White letters on a red background, printed to look like it was made by a Dymo label maker. This was the wine we had with dinner, at the Blue Note Napa. A Zinfandel, and I loved the look of it. Minimal ✅, unusual reference ✅, brilliant! The wait person was too young to know Dymo label makers but we recognized it right away. The wine was good as well.

Coffee Husk


On Thursday we stopped for coffee in Claremont. It was served in these cups. At first I thought it might be a new paper cup design but it was too sturdy. The fins made it cool to the touch. I looked up the brand and discovered this:

Our journey began with the iconic HuskeeCup. A modular, reusable cup for the home, cafe, or takeaway that repurposes waste coffee husk, a by-product from the production of coffee.
Huskee US

Staircase


Staircase at the Museum of Modern Art, Rio de Janeiro
Brazil, 1953
Affonso Eduardo Reidy
Formlab

Organic Beauty

I have been staring at this image for a while. Multi-generational planning and building and tending to. It’s very beautiful, isn’t it! I found it here. The linked article is about a design book that contains this example.

One of the loveliest examples comes from one of the wettest places on Earth and one of the most ancient cultures — the Jaintia Hills of the Meghalaya region of Northern India, where during the monsoon season severe rains transform the hills into hunchback islands rising from the flood.

To traverse this Venice of the rainforest, generations of local Khasi people have developed a system of astonishing living bridges, made by training the aerial roots of the native rubber fig tree (Ficus elastica) along the trunk of a betel nut palm tree (Areca catechu) laid across the ravine.

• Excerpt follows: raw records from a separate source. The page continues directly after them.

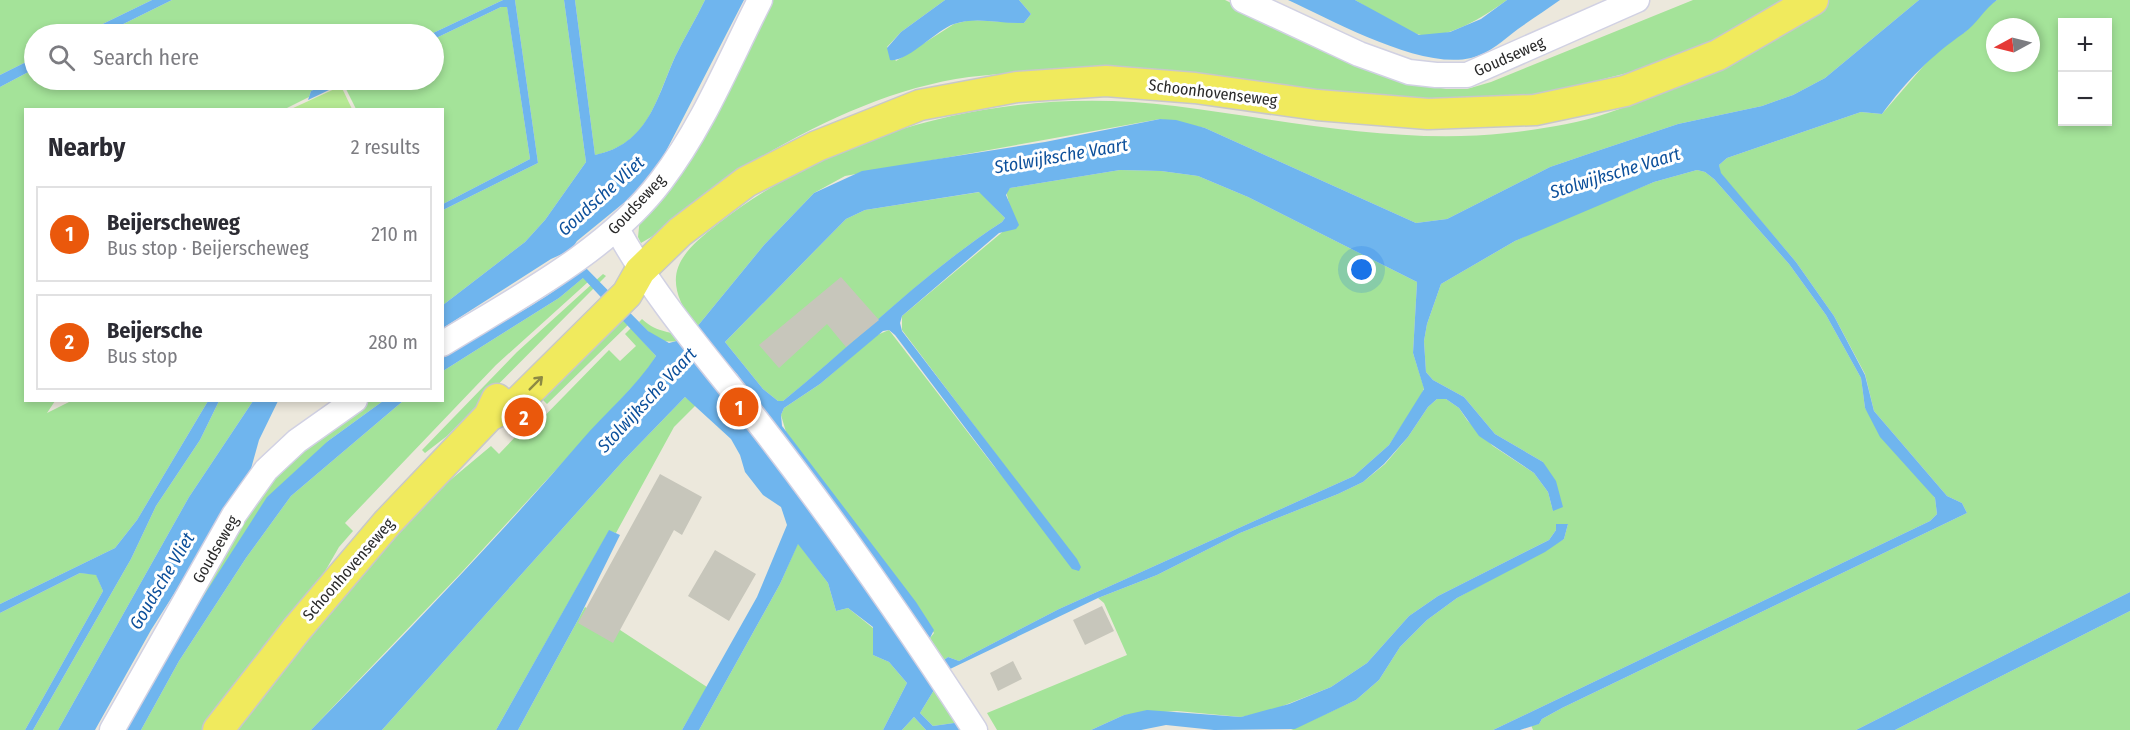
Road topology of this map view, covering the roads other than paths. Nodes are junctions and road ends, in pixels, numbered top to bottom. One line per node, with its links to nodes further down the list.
1 (760, 0): 5 (street, Goudseweg)
2 (1243, 0): 3 (street, Goudseweg)
3 (1637, 0)
4 (1812, 0): 6 (main road, Schoonhovenseweg)
5 (617, 229): 6 (street); 7 (street, Goudseweg)
6 (640, 271): 10 (main road, Schoonhovenseweg); 11 (street)
7 (444, 343)
8 (352, 402): 9 (street, Goudseweg)
9 (112, 730)
10 (218, 730)
11 (975, 730)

The living bridges are a valiant antidote to instant gratification: It takes a decade of tending before a bridge can support human weight at all. But within a generation, by a slow-blooming miracle of growth, gravity, and devotion, each bridge can carry as many as fifty people at once. With every passing year, with every new generation trained in training the trees, the bridge grows stronger and stronger, its lifespan stretching into centuries, far outliving the first human hands that twined the first rubber fig roots.

The Marginalian

Concrete + Fading

This morning I was thinking about two ideas which oppose each other, kind of. The idea of concrete as a an attempt to create a permanent structure and an idea I remember from a book by Isaac Asimov I read a long long time ago. I remember a world in which things that weren’t used returned to their elements. Knives that weren’t used became dull and eventually turned into crude pieces of metal and wood. Bowls that were not used flattened into circles. Bicycles that weren’t used became unridable. What would a world be like in which everything had to be used in order to retain their shape? We would have a lot less stuff. Perhaps some people would hire someone to wear the shoes they wanted to keep but wouldn’t wear often enough to retain their shape. Keith Richards would have to find people to play his 5,000 guitars so that they didn’t devolve into useless pieces of wood and metal.

Here are a couple of beautiful examples of working with concrete that don’t look heavy or brutalist:
The architecture of Luciano Kruk (homepage), especially this project. The house is beautiful, almost soft and perhaps even light.
Then there is the page of David Umemoto’s Concrete Works, including Spinning Stairs.

I am aware of the environmental impact of concrete. I am also convinced that someone will invent a substance that can take the place concrete. Perhaps instead of pouring it into forms, like concrete, this substance can be grown. The shapes we would see!